Work task:
Using the listing below, extract each line that has the word "bridge" in it.

Given records:
──────────────────────────────

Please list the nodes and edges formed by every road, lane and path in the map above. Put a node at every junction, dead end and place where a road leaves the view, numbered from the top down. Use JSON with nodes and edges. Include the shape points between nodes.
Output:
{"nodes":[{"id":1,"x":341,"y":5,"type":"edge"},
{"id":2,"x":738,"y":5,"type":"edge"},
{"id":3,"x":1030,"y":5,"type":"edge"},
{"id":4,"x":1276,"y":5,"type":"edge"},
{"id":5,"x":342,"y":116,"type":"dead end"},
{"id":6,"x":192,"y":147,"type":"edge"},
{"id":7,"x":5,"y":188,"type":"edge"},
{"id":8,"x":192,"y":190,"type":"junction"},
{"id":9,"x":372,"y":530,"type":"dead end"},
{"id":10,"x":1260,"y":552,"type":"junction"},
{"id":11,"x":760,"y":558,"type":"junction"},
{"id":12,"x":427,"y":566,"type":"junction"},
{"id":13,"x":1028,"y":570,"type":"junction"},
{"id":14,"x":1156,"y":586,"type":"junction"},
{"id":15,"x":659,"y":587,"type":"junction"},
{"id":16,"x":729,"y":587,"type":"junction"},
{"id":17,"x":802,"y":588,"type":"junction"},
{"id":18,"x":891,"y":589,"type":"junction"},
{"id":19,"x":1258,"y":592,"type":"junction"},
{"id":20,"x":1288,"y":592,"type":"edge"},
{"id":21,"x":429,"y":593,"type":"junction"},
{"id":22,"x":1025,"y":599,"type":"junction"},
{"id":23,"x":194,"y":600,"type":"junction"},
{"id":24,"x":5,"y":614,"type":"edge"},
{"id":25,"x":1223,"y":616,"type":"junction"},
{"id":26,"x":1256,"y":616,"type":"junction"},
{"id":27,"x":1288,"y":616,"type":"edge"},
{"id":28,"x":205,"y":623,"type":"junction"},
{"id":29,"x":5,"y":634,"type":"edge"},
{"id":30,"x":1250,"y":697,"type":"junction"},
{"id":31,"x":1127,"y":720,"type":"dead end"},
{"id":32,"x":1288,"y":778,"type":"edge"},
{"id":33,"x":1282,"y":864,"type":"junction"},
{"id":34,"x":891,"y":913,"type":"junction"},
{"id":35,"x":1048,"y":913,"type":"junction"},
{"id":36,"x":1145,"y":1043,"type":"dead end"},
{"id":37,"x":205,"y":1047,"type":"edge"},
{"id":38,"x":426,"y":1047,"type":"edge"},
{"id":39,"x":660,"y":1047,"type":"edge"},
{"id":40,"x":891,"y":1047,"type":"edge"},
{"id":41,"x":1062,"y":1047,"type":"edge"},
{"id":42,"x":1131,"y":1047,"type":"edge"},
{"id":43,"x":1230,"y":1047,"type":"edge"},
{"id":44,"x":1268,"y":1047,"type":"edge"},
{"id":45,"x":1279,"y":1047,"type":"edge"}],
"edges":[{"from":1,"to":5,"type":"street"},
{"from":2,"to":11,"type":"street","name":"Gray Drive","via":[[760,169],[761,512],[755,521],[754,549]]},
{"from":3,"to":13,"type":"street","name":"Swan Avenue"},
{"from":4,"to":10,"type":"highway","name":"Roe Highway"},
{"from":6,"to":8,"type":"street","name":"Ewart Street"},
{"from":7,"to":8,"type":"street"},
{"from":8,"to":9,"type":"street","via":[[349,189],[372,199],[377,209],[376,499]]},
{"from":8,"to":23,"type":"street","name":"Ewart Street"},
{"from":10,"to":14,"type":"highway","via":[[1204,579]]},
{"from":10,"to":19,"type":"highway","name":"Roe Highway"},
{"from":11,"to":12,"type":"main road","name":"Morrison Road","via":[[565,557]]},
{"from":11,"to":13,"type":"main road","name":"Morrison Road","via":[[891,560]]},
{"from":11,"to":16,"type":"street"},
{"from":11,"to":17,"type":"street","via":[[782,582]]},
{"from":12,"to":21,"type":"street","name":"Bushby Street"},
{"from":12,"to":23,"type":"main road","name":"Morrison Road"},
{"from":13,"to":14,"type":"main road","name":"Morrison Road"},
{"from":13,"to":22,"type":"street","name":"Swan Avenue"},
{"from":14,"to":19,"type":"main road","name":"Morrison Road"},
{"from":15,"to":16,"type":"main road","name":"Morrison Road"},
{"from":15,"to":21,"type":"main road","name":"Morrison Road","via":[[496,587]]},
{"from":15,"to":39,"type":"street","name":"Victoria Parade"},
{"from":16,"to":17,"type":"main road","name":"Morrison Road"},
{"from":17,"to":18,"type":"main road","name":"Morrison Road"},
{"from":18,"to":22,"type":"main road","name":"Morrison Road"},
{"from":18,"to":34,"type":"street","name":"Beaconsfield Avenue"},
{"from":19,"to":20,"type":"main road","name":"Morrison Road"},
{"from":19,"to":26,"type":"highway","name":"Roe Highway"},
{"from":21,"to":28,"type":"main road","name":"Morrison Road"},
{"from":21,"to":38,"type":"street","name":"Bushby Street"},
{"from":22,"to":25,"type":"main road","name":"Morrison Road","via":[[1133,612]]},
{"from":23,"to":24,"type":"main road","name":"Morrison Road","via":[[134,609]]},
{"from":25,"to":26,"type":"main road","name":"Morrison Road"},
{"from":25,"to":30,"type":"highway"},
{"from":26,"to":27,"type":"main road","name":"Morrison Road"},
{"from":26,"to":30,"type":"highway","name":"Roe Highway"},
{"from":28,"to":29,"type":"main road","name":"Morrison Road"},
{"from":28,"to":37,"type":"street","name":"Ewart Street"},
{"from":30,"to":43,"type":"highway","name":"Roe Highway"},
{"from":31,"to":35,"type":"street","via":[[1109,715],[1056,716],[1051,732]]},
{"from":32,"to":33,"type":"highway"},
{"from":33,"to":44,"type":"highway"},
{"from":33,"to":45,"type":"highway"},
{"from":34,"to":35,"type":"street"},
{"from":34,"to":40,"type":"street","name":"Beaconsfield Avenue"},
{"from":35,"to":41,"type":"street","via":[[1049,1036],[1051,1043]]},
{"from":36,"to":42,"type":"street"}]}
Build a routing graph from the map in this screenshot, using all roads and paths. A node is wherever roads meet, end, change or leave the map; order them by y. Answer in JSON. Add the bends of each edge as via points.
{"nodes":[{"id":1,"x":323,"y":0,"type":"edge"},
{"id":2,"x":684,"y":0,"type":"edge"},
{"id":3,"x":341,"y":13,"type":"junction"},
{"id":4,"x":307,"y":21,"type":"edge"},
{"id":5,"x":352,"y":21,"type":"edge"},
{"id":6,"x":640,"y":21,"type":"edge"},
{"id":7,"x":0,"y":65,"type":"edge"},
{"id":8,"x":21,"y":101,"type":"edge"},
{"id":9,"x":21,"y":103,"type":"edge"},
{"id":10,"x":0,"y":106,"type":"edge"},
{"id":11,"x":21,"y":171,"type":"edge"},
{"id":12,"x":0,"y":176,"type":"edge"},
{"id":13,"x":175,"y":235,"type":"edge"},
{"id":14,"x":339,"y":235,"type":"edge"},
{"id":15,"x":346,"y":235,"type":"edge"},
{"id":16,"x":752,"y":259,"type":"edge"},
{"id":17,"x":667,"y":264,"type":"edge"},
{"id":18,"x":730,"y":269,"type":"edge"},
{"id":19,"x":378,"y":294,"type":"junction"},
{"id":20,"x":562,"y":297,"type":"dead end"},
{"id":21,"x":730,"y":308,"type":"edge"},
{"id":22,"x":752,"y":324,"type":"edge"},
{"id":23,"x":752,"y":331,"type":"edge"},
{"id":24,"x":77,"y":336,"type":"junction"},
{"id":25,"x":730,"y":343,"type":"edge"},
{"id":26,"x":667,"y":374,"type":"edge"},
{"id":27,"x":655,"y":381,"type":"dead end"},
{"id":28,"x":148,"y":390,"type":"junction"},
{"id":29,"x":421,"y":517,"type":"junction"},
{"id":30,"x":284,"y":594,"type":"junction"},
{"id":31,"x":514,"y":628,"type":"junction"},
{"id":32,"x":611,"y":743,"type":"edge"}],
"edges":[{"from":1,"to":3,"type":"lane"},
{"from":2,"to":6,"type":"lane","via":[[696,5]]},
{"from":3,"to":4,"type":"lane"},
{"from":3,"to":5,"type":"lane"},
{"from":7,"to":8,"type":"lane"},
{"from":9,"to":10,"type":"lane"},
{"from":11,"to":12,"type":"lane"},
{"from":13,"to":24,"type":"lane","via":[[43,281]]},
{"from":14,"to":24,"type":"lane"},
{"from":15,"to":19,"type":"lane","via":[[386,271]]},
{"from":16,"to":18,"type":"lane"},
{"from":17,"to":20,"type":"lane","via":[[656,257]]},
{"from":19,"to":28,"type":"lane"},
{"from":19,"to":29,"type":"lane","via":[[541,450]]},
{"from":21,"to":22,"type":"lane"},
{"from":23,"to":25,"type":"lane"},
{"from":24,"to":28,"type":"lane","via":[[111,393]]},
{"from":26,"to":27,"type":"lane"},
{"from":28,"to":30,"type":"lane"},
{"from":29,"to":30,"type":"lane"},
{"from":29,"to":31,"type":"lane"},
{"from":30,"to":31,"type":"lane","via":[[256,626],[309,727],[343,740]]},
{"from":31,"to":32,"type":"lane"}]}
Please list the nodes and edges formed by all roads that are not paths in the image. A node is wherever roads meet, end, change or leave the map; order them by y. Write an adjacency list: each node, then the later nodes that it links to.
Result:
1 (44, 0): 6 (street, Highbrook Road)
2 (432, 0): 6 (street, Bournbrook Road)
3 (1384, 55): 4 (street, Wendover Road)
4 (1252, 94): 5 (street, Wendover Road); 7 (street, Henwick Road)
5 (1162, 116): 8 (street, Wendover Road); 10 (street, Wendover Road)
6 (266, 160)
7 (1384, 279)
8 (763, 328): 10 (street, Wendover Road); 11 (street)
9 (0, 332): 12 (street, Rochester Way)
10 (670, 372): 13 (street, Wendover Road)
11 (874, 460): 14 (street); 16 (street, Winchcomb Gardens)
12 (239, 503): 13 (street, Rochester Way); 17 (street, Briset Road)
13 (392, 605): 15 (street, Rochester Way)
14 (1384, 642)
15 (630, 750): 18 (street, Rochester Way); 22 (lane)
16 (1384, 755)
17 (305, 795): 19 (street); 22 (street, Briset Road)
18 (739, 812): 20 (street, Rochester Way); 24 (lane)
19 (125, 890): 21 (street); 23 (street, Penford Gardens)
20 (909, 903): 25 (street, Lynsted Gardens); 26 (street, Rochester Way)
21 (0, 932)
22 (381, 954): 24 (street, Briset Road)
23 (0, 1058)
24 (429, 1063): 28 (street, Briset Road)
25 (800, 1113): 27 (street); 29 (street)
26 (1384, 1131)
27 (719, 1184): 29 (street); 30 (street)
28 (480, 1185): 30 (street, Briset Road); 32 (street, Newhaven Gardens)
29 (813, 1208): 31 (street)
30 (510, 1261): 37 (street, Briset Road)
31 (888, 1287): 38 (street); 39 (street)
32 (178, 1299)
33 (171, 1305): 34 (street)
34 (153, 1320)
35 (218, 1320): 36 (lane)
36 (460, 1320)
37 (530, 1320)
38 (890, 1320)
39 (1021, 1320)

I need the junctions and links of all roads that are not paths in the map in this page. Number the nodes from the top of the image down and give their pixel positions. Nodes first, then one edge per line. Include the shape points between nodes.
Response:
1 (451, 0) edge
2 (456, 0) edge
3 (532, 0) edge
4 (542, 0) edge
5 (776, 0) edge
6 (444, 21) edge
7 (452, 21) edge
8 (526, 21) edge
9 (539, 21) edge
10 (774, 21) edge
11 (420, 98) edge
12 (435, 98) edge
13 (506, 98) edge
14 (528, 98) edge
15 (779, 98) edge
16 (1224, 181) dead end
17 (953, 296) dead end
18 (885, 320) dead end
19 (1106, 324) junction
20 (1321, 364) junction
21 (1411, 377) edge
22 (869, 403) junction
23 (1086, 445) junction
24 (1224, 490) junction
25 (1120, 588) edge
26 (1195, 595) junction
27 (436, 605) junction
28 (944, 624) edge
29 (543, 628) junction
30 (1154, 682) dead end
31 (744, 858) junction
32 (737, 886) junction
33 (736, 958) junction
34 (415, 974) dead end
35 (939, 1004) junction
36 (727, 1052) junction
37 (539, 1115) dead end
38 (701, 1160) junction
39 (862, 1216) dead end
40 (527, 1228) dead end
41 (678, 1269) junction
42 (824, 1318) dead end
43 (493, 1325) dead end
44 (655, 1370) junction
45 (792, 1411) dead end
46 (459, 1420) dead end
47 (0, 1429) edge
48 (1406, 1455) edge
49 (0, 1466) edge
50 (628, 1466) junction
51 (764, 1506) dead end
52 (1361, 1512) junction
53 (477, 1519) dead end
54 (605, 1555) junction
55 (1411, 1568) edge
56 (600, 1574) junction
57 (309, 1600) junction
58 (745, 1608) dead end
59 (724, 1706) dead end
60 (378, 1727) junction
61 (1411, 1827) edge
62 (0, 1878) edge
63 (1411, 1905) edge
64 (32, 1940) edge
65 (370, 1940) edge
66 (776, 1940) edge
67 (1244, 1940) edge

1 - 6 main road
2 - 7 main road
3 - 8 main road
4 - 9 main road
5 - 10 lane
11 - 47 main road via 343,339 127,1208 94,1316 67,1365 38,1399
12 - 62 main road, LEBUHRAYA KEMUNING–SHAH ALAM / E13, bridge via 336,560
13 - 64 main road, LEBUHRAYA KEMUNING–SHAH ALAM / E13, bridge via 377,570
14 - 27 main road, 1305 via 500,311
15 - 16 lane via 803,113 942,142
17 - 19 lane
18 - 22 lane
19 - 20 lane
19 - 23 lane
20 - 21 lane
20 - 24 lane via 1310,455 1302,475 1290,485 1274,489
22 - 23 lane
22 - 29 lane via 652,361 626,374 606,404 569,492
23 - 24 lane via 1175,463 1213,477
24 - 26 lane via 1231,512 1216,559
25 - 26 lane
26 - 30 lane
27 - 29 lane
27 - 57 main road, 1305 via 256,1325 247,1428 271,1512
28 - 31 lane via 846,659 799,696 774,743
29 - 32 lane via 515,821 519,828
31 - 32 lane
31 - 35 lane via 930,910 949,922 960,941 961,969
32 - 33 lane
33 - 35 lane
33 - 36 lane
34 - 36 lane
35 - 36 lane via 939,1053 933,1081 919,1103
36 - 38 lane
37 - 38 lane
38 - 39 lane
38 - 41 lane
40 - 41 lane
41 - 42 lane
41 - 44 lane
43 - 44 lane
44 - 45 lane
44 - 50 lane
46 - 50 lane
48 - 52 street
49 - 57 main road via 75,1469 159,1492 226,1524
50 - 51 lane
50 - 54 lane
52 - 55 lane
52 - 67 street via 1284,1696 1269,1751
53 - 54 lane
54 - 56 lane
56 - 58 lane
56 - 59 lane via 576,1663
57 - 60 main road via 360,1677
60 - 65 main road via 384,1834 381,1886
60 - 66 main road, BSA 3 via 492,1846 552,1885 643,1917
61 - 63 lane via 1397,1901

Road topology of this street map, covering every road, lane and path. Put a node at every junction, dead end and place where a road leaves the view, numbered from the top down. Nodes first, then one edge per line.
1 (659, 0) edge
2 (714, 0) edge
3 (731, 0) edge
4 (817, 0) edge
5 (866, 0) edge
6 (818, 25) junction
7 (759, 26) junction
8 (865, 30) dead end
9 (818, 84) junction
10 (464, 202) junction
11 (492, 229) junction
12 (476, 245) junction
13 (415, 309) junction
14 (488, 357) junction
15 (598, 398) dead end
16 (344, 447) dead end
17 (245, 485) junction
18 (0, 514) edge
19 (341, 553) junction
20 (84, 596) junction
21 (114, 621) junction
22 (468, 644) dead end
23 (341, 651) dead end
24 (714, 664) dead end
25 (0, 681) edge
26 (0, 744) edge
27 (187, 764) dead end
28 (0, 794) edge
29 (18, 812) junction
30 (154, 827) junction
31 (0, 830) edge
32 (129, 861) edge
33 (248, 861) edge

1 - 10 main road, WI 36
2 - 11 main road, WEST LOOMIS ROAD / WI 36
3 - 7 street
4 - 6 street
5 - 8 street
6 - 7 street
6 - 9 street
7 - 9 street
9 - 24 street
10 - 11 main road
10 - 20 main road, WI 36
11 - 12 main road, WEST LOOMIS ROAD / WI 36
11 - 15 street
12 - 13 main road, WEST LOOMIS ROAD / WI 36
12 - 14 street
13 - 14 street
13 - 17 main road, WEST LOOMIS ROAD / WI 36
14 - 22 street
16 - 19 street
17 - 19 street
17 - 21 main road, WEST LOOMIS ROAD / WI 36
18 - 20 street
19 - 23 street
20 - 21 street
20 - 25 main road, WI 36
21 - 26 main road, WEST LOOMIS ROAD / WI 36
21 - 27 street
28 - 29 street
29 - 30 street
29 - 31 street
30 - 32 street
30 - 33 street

──────────────────────────────

Solution for this exercise:
12 - 62 main road, LEBUHRAYA KEMUNING–SHAH ALAM / E13, bridge via 336,560
13 - 64 main road, LEBUHRAYA KEMUNING–SHAH ALAM / E13, bridge via 377,570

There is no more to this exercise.